(Beginning of Stored data)
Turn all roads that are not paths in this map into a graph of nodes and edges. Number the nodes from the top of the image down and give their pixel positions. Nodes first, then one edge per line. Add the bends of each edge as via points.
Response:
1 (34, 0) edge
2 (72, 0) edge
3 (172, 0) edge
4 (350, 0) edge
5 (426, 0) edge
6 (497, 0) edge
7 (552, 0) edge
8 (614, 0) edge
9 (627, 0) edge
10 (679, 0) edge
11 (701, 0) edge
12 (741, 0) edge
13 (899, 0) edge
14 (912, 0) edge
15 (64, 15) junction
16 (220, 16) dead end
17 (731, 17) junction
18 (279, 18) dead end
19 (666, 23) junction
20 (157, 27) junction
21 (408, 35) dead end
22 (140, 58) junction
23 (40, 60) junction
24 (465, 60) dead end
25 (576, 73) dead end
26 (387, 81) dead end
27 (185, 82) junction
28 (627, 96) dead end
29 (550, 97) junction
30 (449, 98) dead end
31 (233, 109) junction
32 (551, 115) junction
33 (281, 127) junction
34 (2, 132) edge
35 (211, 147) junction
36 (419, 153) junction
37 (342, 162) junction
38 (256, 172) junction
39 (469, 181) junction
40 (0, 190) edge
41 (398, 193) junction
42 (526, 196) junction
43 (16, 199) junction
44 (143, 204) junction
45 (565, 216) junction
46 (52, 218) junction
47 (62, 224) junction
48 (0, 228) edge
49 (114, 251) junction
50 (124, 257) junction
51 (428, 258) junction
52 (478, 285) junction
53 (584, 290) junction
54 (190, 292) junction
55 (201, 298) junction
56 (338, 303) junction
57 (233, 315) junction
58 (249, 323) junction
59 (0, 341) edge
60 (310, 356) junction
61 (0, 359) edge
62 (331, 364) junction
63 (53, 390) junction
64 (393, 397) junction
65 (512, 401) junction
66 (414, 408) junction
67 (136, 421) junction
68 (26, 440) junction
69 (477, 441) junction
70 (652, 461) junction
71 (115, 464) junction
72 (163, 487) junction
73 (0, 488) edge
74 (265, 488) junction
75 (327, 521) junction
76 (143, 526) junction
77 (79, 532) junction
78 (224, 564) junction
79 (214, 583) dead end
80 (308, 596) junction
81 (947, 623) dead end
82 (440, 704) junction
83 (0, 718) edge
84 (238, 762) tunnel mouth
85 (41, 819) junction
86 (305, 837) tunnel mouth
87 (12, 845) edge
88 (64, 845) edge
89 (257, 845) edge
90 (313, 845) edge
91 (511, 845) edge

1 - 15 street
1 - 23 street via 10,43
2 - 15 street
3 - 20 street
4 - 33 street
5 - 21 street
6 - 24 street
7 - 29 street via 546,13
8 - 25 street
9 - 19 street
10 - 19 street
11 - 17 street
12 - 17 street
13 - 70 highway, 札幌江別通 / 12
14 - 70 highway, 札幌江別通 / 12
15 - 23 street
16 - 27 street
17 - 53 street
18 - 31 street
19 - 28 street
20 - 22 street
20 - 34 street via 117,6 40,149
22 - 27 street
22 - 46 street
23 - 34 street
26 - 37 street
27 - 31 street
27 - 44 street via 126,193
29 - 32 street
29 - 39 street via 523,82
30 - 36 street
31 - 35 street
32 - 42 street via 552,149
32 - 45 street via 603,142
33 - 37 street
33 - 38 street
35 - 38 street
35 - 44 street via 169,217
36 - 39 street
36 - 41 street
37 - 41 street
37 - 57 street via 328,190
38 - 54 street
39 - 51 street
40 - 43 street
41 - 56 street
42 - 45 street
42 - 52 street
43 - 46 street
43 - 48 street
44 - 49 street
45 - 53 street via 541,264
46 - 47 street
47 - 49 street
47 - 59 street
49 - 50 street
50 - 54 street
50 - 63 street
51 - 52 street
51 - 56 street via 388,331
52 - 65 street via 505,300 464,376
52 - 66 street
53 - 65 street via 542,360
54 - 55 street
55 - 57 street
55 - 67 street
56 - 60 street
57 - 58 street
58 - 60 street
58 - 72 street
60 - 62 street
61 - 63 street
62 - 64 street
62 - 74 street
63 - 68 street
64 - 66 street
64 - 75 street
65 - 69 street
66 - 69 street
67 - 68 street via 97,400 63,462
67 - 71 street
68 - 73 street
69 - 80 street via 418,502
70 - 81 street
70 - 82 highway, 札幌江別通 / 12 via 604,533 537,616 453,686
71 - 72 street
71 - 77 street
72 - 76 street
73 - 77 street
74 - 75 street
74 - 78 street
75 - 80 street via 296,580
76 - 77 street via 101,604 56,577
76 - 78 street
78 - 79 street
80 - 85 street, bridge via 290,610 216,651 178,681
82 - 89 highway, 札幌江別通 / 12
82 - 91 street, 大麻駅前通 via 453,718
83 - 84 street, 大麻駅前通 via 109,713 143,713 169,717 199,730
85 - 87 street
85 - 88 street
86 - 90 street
(End of Stored data)
* _What to work on_
Using the entries above, work out the number of lines that hold the word "highway" and write it with no other words.

* _Reply to the exercise_
4